━━━━━ Data section ━━━━━

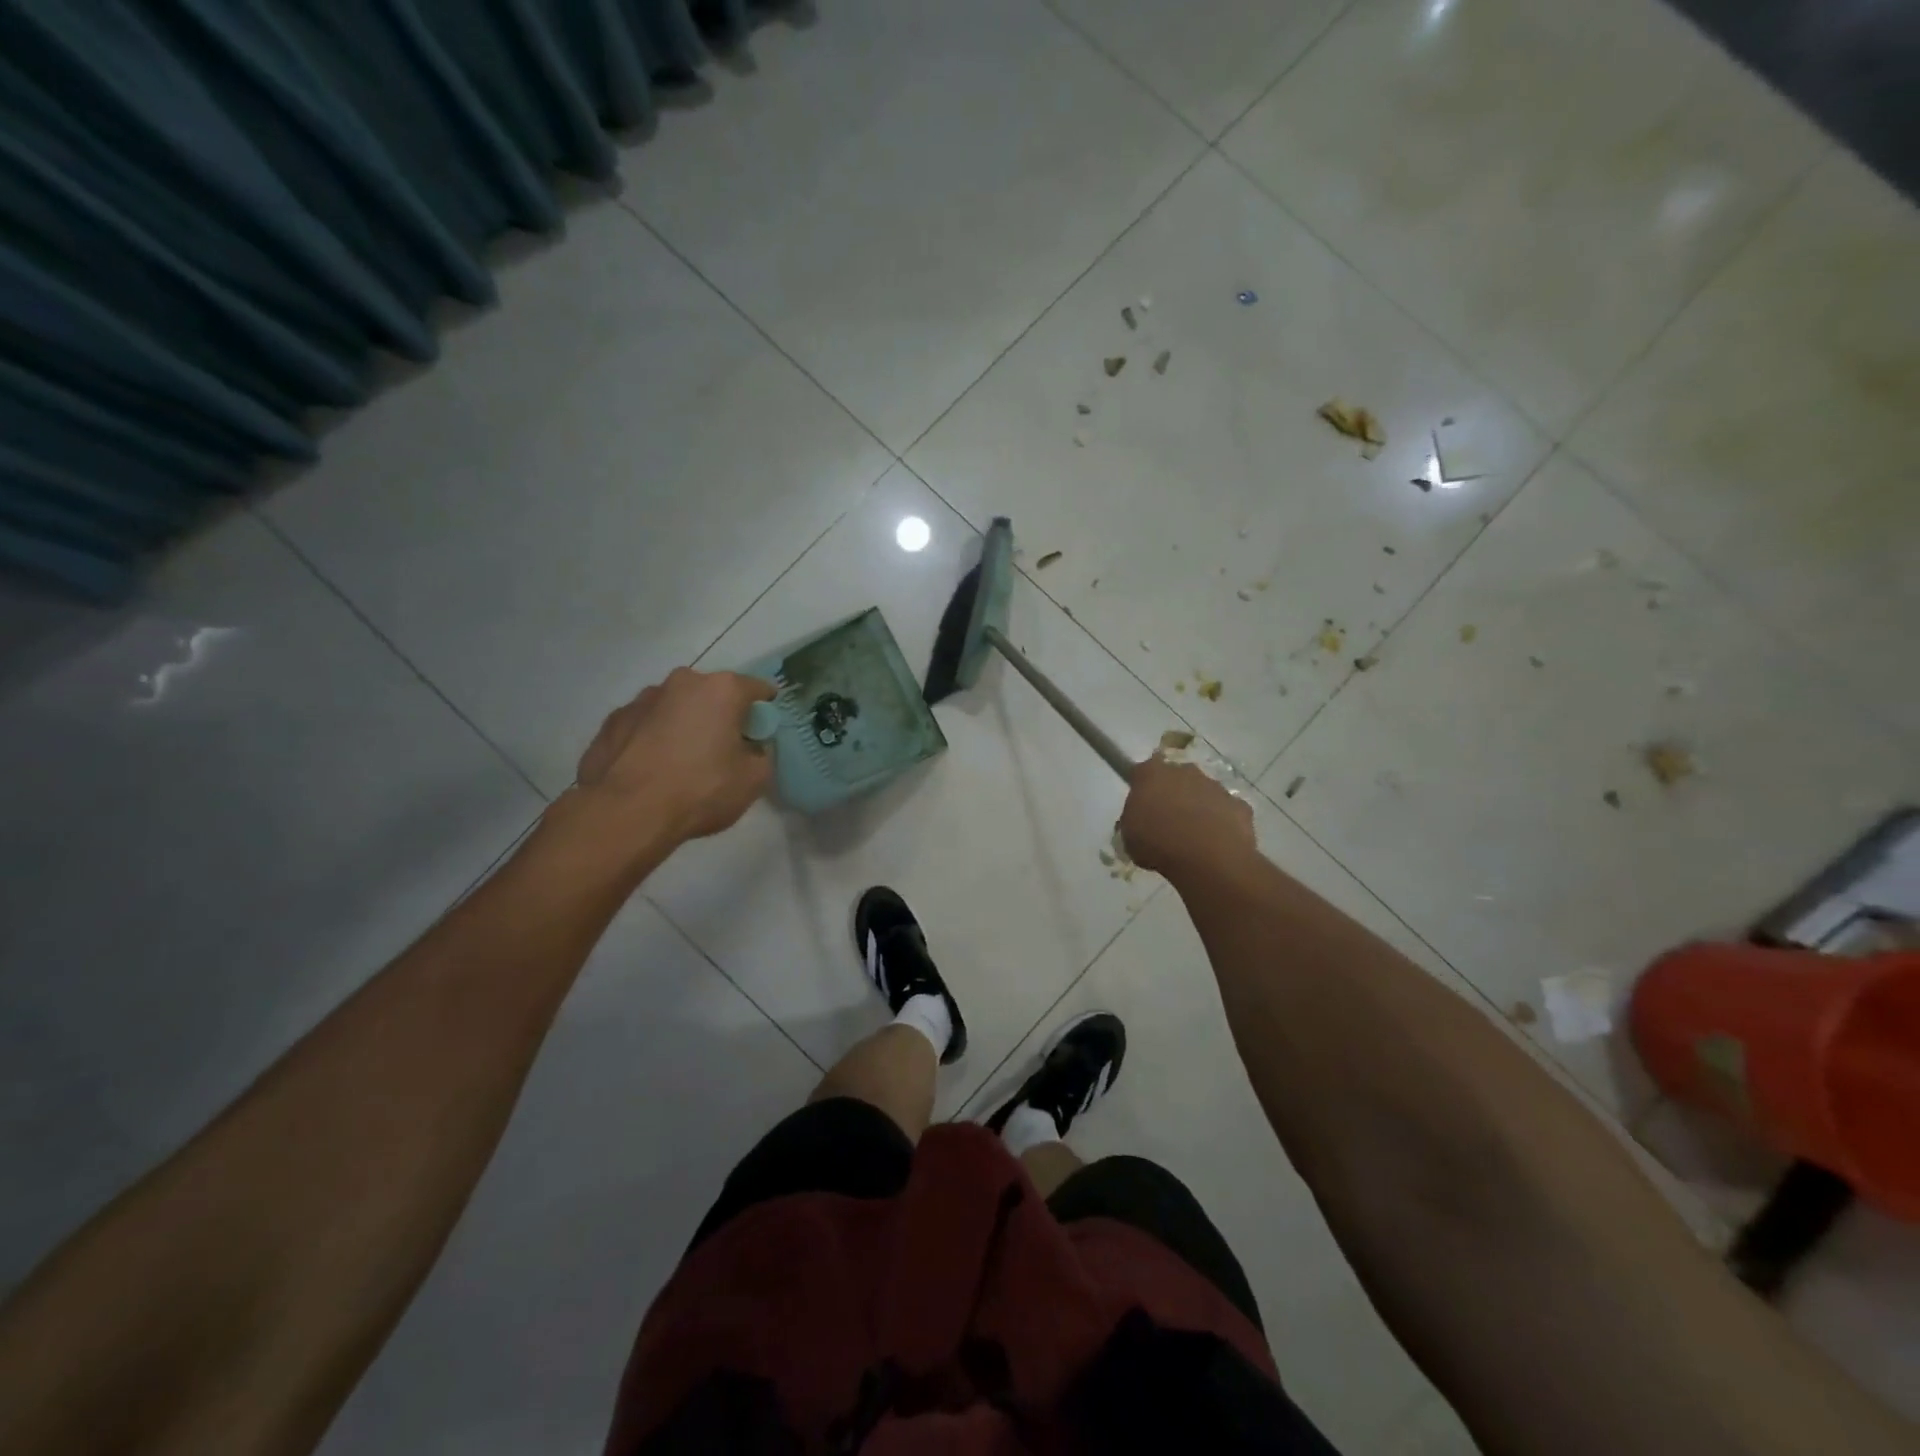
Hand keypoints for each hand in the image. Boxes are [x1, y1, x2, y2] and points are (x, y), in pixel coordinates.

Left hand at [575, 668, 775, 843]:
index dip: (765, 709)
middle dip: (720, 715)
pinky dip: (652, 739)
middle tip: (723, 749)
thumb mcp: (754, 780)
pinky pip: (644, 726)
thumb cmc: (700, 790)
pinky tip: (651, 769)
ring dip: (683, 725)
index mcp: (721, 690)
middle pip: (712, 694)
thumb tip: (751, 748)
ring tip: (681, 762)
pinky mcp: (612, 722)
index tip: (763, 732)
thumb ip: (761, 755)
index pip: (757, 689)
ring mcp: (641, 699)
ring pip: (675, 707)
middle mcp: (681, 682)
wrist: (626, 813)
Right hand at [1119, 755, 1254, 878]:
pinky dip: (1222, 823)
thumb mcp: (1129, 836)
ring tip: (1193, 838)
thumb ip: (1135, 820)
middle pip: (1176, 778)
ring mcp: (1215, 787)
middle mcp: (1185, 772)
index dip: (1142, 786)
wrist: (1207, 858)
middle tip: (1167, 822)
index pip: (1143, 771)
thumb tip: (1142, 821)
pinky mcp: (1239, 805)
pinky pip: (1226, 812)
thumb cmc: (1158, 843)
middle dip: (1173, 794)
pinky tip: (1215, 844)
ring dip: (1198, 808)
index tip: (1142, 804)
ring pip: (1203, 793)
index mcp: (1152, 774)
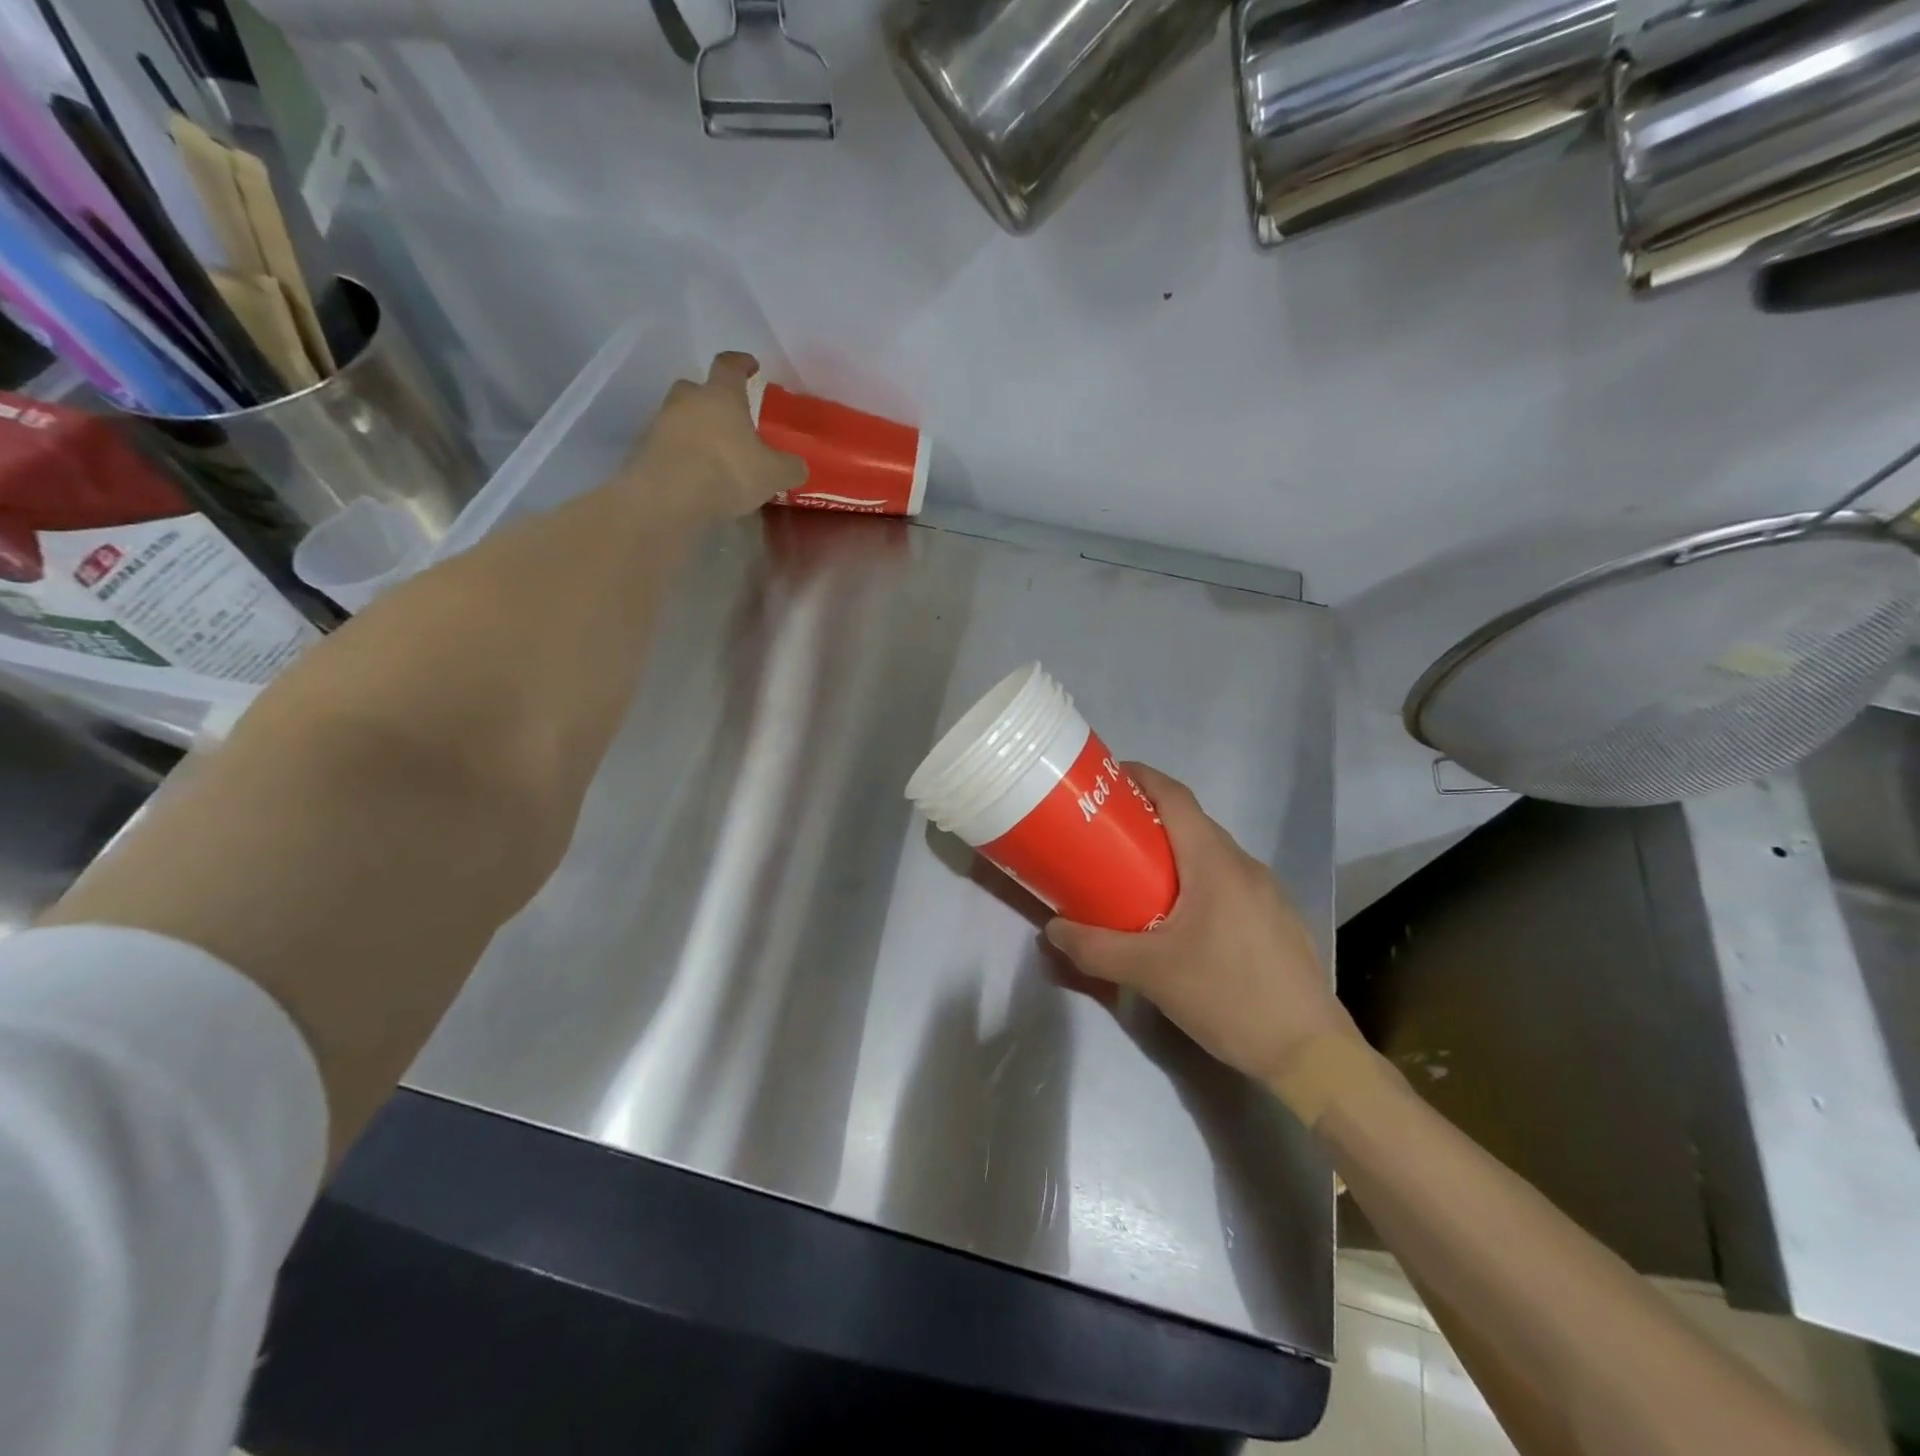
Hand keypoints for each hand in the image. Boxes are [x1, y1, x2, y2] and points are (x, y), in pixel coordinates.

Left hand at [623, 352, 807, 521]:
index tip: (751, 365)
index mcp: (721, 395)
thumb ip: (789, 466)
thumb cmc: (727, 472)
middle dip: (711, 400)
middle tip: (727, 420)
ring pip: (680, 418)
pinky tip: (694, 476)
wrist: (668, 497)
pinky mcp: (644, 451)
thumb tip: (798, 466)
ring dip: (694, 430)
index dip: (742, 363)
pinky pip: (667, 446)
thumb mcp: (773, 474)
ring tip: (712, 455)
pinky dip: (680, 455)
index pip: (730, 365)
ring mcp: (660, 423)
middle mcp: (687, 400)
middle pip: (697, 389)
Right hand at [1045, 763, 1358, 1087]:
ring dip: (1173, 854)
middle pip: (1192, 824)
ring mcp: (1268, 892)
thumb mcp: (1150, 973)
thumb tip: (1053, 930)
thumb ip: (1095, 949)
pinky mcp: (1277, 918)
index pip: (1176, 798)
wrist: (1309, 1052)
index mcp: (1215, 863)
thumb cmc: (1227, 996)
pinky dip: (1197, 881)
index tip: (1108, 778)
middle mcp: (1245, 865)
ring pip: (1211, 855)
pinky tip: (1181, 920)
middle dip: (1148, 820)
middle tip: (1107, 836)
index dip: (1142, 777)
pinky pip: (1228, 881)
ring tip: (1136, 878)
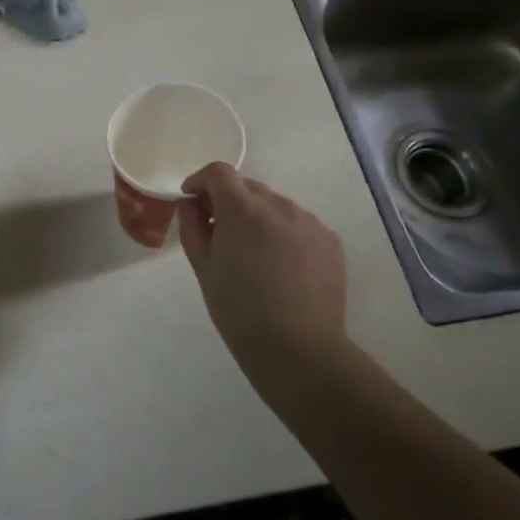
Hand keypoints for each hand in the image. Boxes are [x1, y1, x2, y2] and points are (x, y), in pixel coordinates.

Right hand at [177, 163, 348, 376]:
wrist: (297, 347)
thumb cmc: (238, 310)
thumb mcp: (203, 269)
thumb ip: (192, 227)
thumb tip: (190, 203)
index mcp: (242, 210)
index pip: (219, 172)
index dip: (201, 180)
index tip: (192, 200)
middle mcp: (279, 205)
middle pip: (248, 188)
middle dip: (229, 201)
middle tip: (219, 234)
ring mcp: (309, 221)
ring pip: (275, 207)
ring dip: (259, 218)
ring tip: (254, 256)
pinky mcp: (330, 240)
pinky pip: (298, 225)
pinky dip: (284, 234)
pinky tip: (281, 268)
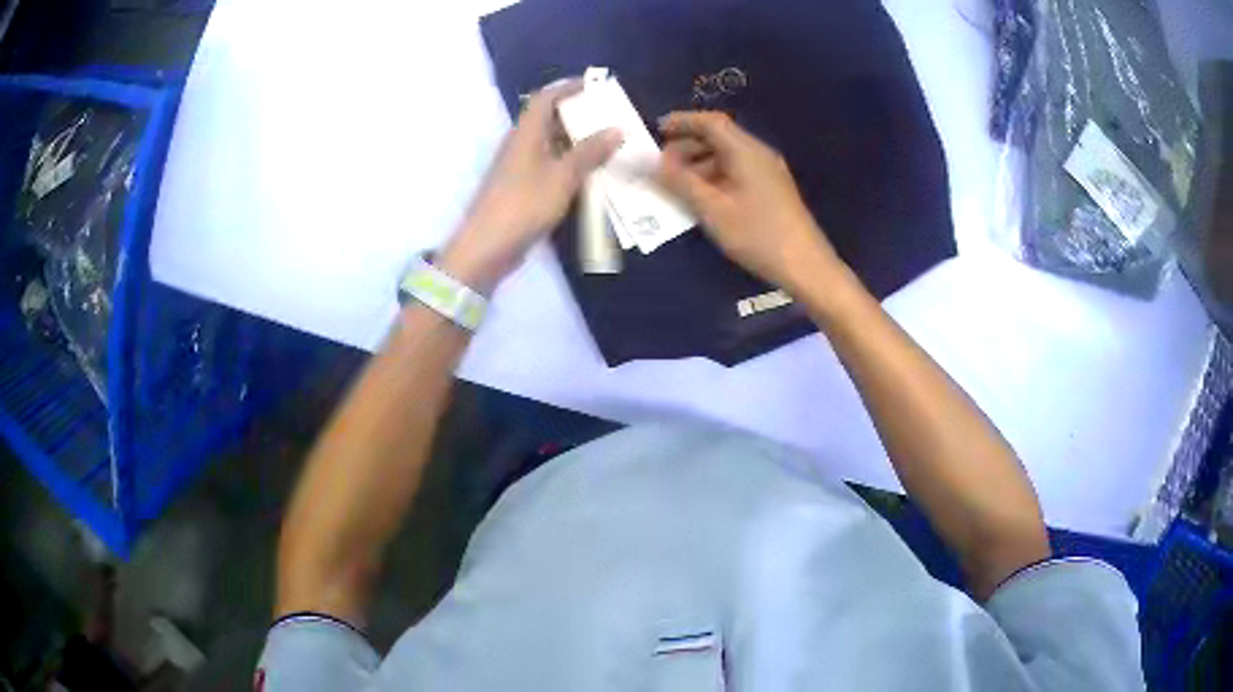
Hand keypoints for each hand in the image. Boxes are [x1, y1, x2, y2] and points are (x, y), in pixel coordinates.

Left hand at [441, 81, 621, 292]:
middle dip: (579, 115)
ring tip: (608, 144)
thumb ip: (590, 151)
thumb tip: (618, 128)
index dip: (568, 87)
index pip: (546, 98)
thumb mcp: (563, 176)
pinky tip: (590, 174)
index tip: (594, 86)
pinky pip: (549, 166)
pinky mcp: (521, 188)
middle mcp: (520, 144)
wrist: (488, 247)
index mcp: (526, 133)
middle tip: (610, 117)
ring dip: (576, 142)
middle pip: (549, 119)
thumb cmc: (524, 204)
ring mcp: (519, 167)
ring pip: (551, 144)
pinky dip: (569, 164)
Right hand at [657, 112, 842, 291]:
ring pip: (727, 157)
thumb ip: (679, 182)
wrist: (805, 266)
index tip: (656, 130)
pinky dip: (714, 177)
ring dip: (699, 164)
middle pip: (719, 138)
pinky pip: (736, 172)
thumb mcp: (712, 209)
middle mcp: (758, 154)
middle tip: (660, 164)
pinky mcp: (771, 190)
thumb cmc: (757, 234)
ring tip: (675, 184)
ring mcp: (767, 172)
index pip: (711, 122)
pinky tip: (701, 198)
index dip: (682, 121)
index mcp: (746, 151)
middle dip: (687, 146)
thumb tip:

━━━━━

* [Assigned task]: Among the entries above, find the line with "thumb ip: (789, 466)" and the line with "middle tip: (1107, 836)"; give again exactly these two lines and all lines between them.

* [Written response]:
thumb ip: (789, 466)
thumb cmc: (727, 472)
middle dip: (711, 400)
middle tip: (727, 420)
ring pip: (680, 418)
pinky tip: (694, 476)
wrist: (668, 497)
pinky mcp: (644, 451)
thumb tip: (798, 466)
ring dip: (694, 430)
index dip: (742, 363)
pinky pip: (667, 446)
thumb mcp: (773, 474)
ring tip: (712, 455)
pinky dip: (680, 455)
index pip: (730, 365)
ring mcp: (660, 423)
middle mcp: (687, 400)
middle pip: (697, 389)
Right hand at [1045, 763, 1358, 1087]:
ring dip: (1173, 854)
middle pip: (1192, 824)
ring mcp: (1268, 892)
thumb mcp: (1150, 973)
thumb tip: (1053, 930)
thumb ip: (1095, 949)
pinky mcp: (1277, 918)
index pip: (1176, 798)
wrist: (1309, 1052)
index mcp: (1215, 863)
thumb cmc: (1227, 996)
pinky dip: (1197, 881)
index tip: (1108, 778)
middle mcp: (1245, 865)
ring pip: (1211, 855)
pinky tip: (1181, 920)
middle dip: (1148, 820)
middle tip: (1107, 836)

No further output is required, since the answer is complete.